Succumb to the quick seduction
THE Harbour Side at the Regent Hotel purports to be a coffee-shop. But it's a fooler. Though it has the efficiency one associates with a quick bite get-away, the room, the view, the food seduce. You linger, dine instead of eat, and, if you're not careful, end up with a fancy bill.
The Regent's version of an open-kitchen is really a tease. In this kitchen, soiled aprons, finger-licking and tempers at the boiling point are never seen. But pizzas are assembled in customers' view, so are fruit tarts, which parade hourly from the multi-tiered pizza oven.
Expect the din and traffic of a coffee shop. Bus boys, always trailing in the waiters' wake, keep an eye on the table. Getting attention or the bill is never a feat.
Prices are what you expect from any five-star hotel. Entrees range from lamb leg provencale with ratatouille on pappardelle pasta ($135) to macau sole with shrimp on Chinese greens ($165). A humble cheeseburger ($75) crouches under the sandwich heading with tuna and Singapore noodles.

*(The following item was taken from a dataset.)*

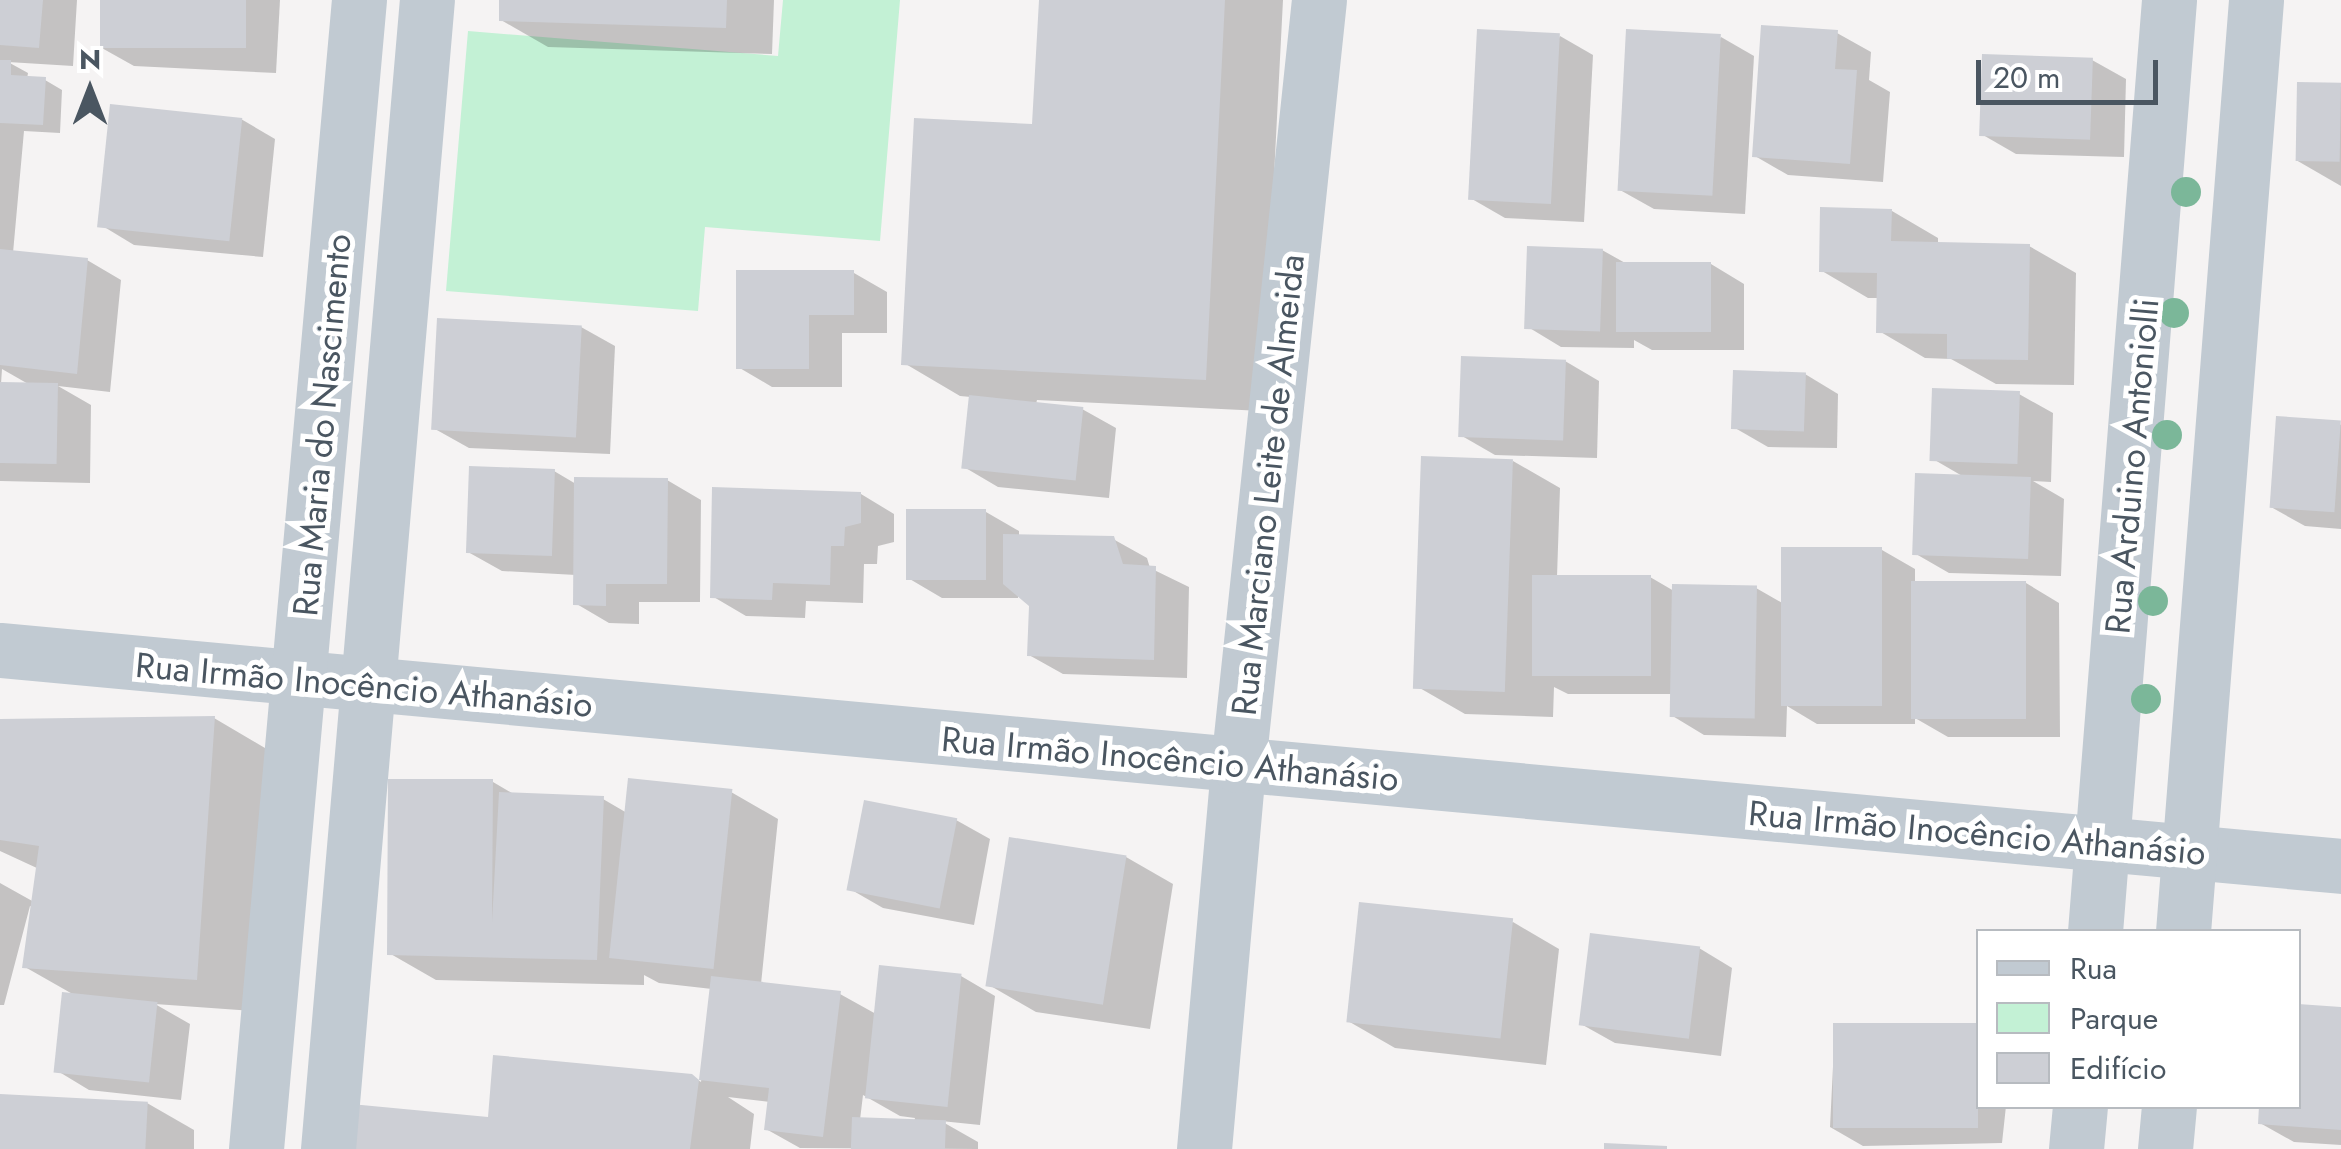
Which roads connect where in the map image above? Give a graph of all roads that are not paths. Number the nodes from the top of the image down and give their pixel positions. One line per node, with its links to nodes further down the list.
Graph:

Thin-crust pizzas change daily ($120), anything from duck sausage and cured ham to smoked chicken. A special request for a vegetarian was honoured with a bushel-basket load of mushrooms, miniature corn, carrot, onion and tomato. The crust, thin and puffyaround the edges, upheld the harvest and passed the no-droop test, when hand-held. The restraint with the cheese was appreciated.
A decent meal could easily be made with two appetisers, a couple of breadbaskets and a entree salad.
But the eyes overtook the stomach, and the vegetable lasagne and salmon pasta arrived post-haste.
The pasta, a shell variety with a toss of fresh spinach, mushrooms and tomato, drizzled with olive oil and balsamic vinegar, was out of this world. Light, fresh-tasting and zesty, it was the hands-down favourite.
The lasagne put us over the top. The grilled vegetables, layered with egg noodles and enriched with three types of cheese plus a white sauce was overkill. With so much richness, who needs dessert? Allow 15-minutes for the individual fruit tarts ($43). And this dessert is worth it. The crust changes - one day a short pastry, then next, puff pastry. Toasted hazelnuts added texture to the pastry shell. Atop it was blue-berries, apricots and raspberries. Served warm, it arrived with a sublime vanilla ice cream.
Dinner for two, including wine and beer, was $720.